Report the number of lines below in which the word "Crescent" occurs. Nothing else is needed.
☆ ☆ ☆ ☆
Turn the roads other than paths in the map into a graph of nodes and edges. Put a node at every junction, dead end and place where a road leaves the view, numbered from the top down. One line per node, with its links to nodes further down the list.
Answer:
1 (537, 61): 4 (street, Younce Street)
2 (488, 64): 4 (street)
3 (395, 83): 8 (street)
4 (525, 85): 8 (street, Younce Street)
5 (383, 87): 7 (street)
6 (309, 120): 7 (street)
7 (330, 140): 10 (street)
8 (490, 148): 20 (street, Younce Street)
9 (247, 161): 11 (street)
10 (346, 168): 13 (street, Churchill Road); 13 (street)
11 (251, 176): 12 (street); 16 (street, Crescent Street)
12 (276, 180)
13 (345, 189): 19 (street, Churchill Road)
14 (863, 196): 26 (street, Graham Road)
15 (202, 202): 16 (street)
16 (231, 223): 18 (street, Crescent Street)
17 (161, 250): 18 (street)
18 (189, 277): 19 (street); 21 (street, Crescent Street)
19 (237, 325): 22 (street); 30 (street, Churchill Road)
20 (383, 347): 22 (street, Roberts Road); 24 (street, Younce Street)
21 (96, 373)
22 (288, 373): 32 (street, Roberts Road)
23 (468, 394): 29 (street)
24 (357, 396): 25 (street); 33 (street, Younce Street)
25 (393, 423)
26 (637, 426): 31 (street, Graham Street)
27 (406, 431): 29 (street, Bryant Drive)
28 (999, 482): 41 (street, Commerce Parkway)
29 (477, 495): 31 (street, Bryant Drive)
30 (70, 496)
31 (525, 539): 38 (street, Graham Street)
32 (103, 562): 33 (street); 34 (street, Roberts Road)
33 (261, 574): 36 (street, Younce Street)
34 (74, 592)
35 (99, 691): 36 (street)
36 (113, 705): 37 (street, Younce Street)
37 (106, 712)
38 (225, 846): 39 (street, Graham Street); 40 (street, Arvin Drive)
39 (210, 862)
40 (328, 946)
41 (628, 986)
☆ ☆ ☆ ☆
*Answer section:* 3